Steve and his father understood that football touched the soul of players, coaches, and viewers. It's primal, scary, like bungee jumping or going airborne out of an airplane from 20,000 feet, or attempting to jump a motorcycle over 48 school buses. It's dangerous, even life-threatening. You can't get that in most aspects of life. But in football it's all there, almost too much so.

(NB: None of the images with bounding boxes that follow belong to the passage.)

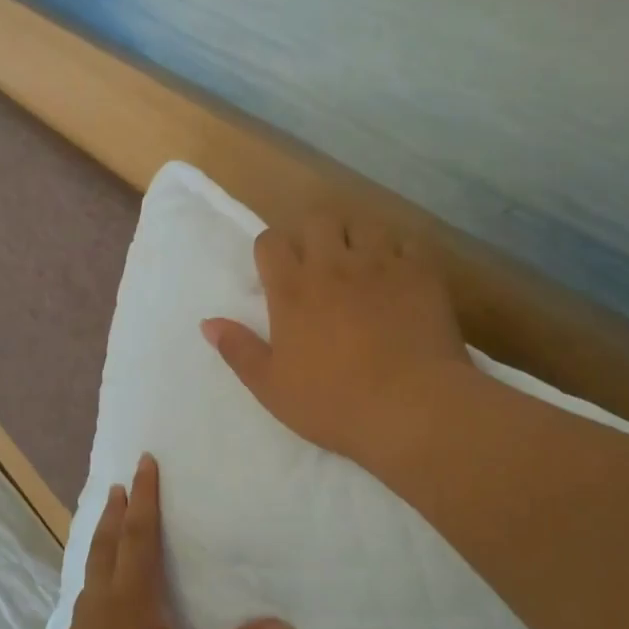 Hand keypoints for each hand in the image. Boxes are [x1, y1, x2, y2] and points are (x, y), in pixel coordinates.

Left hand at [35, 454, 293, 628]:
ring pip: (93, 565)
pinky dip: (97, 571)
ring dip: (102, 538)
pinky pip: (88, 590)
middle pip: (108, 542)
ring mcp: (84, 622)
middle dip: (116, 511)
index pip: (139, 533)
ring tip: (106, 524)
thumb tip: (285, 627)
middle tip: (119, 485)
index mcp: (131, 596)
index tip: (144, 463)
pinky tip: (100, 591)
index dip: (145, 497)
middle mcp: (104, 599)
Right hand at [201, 210, 471, 475]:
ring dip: (356, 239)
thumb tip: (208, 322)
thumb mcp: (271, 387)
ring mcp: (380, 264)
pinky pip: (407, 242)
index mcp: (292, 290)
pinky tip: (399, 275)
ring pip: (363, 224)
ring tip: (361, 265)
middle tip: (319, 265)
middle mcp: (333, 265)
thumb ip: (238, 350)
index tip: (277, 273)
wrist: (412, 408)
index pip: (271, 242)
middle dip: (313, 235)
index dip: (271, 251)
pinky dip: (399, 252)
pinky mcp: (420, 273)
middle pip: (317, 220)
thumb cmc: (334, 403) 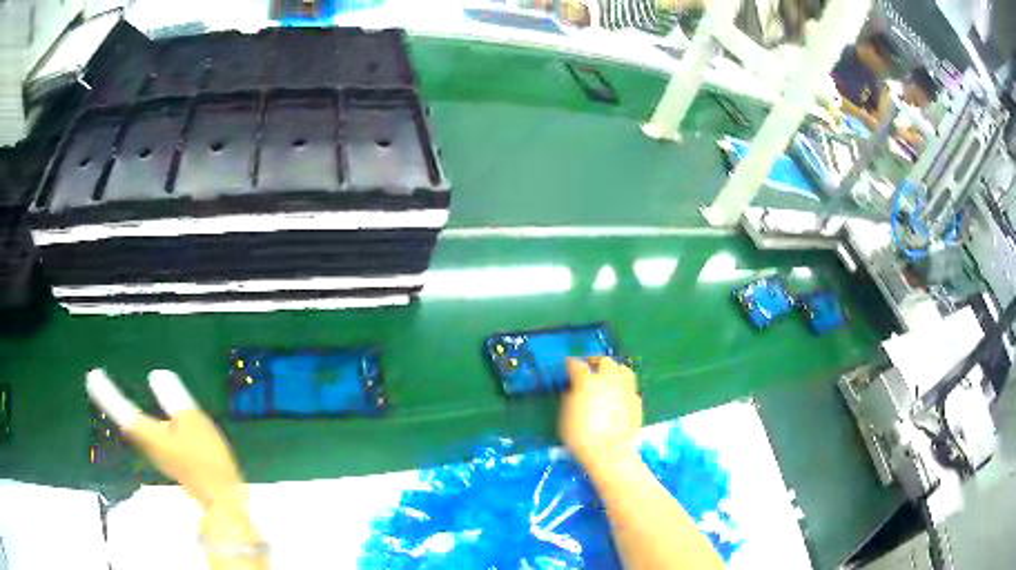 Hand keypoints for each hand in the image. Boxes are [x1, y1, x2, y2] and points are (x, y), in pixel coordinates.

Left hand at [85, 369, 245, 510]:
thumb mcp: (194, 422)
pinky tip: (144, 419)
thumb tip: (155, 376)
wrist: (221, 498)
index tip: (92, 377)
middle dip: (111, 403)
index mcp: (150, 434)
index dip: (107, 395)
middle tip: (96, 383)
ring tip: (113, 397)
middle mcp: (147, 445)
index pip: (123, 411)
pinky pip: (146, 436)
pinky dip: (138, 423)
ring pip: (135, 430)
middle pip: (125, 422)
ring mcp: (157, 455)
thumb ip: (174, 398)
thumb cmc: (206, 460)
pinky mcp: (167, 460)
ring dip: (122, 413)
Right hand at [560, 357, 642, 473]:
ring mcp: (625, 389)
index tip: (569, 364)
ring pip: (623, 370)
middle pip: (604, 361)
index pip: (577, 366)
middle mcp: (608, 380)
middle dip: (596, 361)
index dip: (572, 364)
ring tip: (609, 376)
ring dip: (614, 370)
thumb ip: (571, 397)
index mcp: (587, 382)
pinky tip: (619, 395)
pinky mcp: (636, 401)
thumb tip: (575, 390)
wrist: (609, 452)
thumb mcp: (566, 416)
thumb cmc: (581, 436)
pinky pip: (630, 387)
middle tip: (590, 367)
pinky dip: (623, 387) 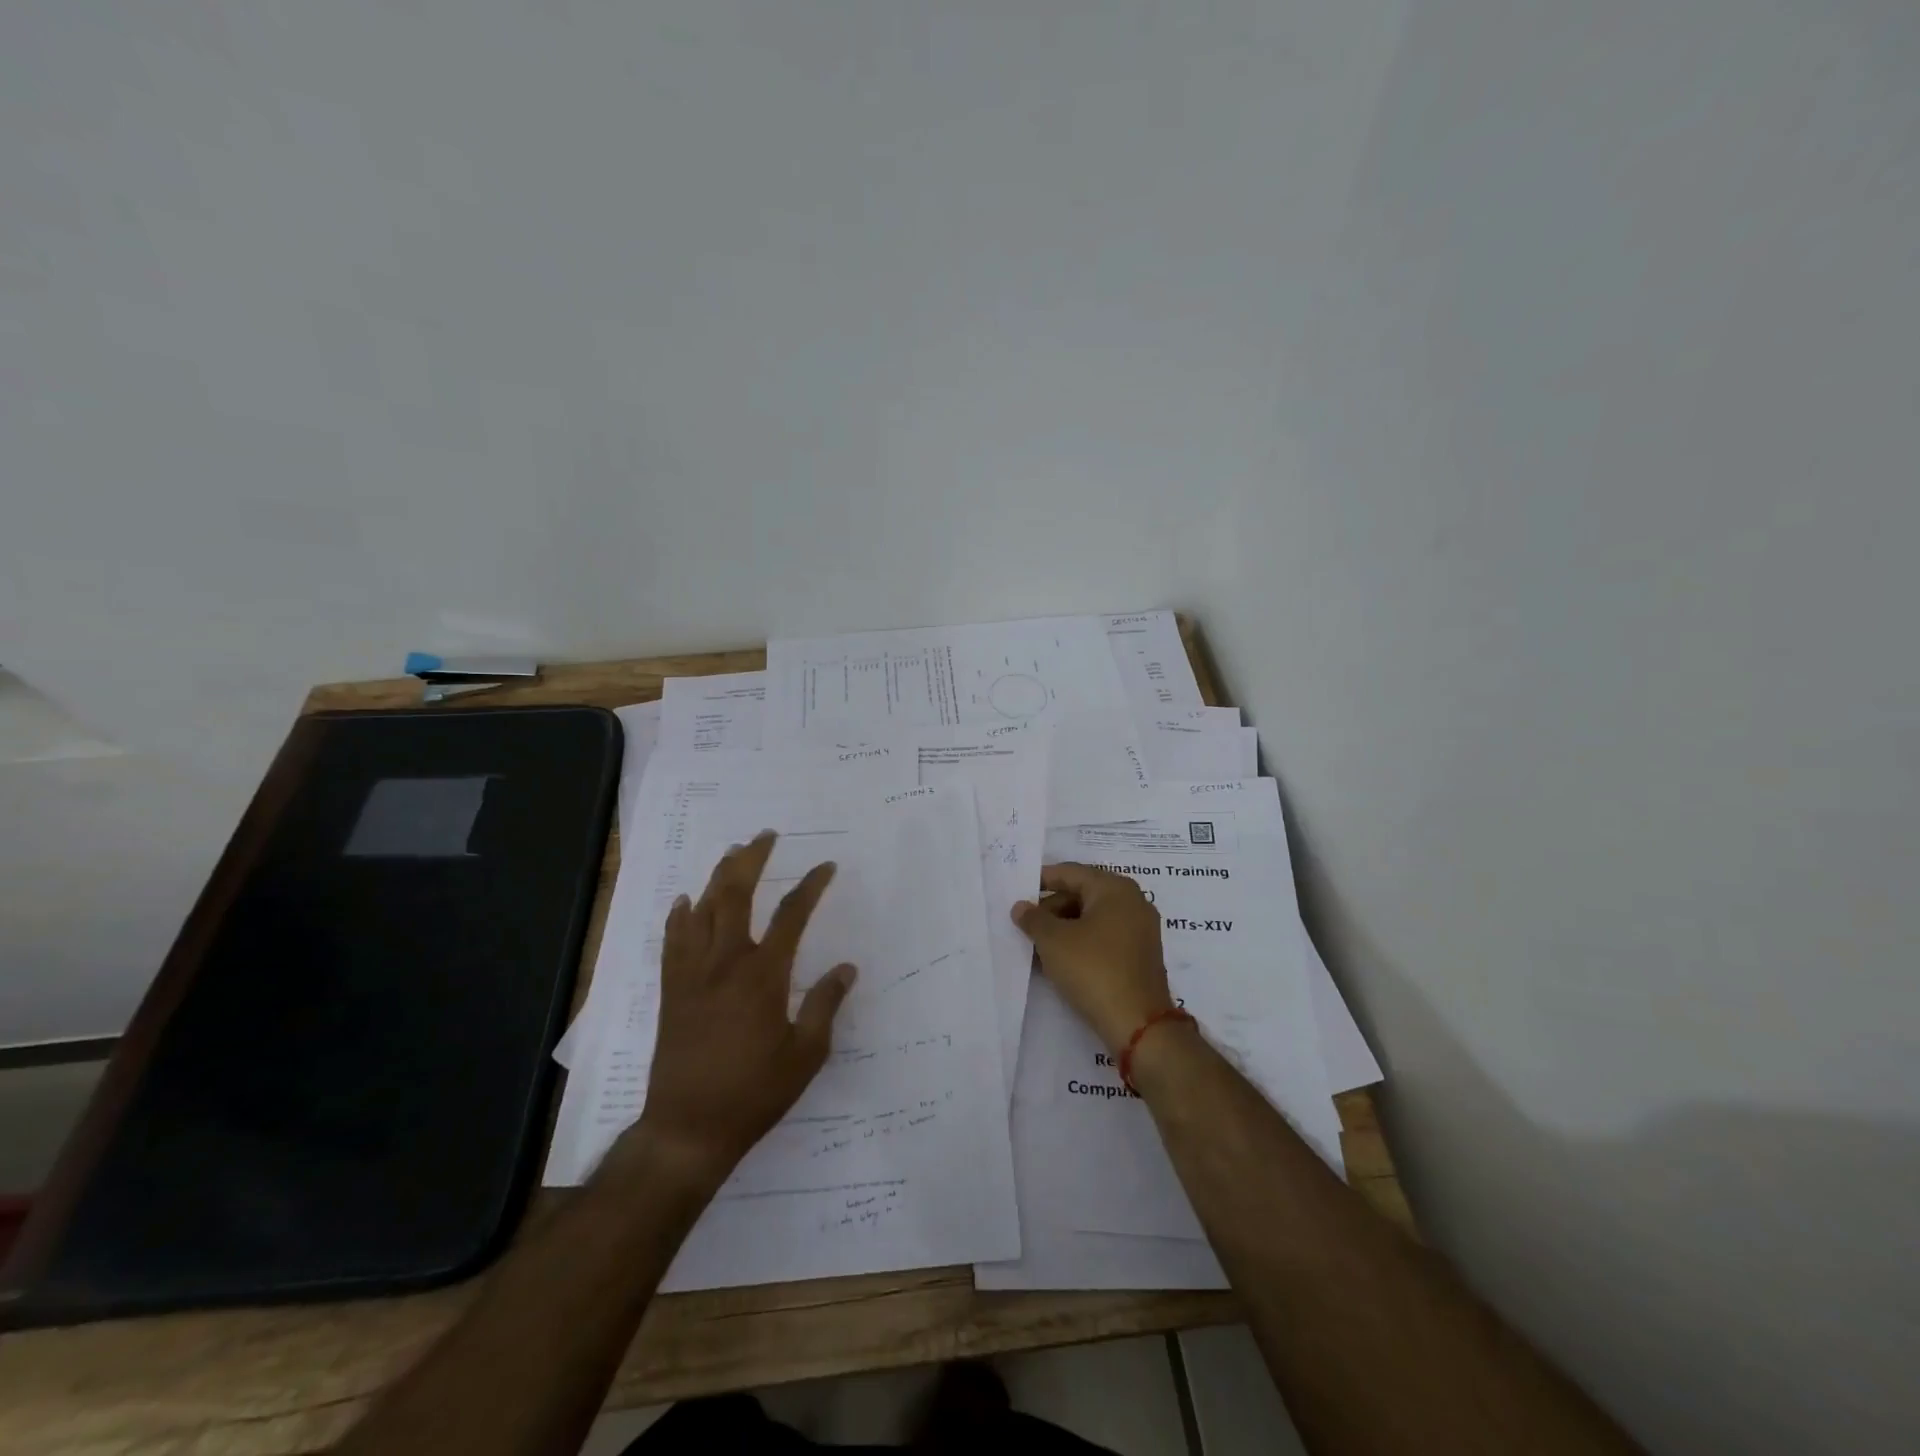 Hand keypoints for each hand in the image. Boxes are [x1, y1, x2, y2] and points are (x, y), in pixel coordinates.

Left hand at [628, 831, 854, 1185]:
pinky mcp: (671, 991)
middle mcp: (726, 963)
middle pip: (736, 895)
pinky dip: (679, 916)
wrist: (688, 1128)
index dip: (811, 886)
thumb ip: (825, 1005)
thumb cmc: (755, 1092)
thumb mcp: (805, 1054)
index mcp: (763, 975)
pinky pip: (672, 941)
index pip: (791, 915)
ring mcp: (693, 974)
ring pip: (703, 910)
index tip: (826, 866)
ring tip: (731, 853)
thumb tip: (847, 968)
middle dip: (752, 859)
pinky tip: (684, 901)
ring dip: (717, 876)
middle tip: (765, 836)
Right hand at [1011, 863, 1174, 1052]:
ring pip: (1092, 918)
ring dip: (1064, 928)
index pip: (1071, 873)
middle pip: (1083, 894)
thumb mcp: (1053, 941)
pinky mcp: (1140, 956)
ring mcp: (1140, 930)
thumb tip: (1021, 907)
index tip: (1017, 891)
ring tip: (1037, 946)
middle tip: (1024, 925)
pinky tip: (1059, 960)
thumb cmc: (1093, 969)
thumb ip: (1033, 919)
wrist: (1137, 1024)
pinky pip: (1104, 938)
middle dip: (1051, 908)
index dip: (1041, 880)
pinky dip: (1081, 943)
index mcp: (1115, 889)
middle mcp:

There is quite a bit of talk these days about the dangers of football, the rampant number of life-shortening concussions. As Steve passes, I am left to wonder whether what he did has been good or bad for me. I certainly enjoyed his films, especially the incomparable voice of John Facenda. No voice in the history of the world reached into my soul the way John's did. As I listened to him, I would think he was describing the first war of the world when everybody tried to kill each other in order to survive. Described by him, football wasn't a game. It was everything, the meaning of life, the reason for being. In colorful, poetic language using his incomparably magnetic voice, he said things along these lines. I drank it up from the start.
Football scared me a little but it entertained and inspired me more. Sadly, we like to watch scary things happen to other people that put them in jeopardy of dying or getting seriously hurt. Think car accidents. We watch. We know we shouldn't but get fixated anyway. So it is with football especially the way Facenda and the Sabolsl depicted this. I re-watched highlights of the Ice Bowl today. Death now permeates that scene and blows from it like those cloud breaths. Both coaches are dead. Several of the players are dead. Football is about a whole lot of things and one is certainly death. But today football lives on, well beyond the death of those who were once a part of it, who lived for it. Football will live long after Steve's passing and my passing and the death of future generations.
My son plays high school football. It sure is riveting for a father to watch his son indulge in this theatre. It's proof the kid has guts, more than his old man, I believe. I can't wait to watch him play tomorrow night. It will be the highlight of my week. But I am every bit as sure that I'm scared he might get hurt. This is highly likely at some point in the season. This is my only son, my main guy, the best boy I've ever known. Don't get hurt, son, Please don't get hurt.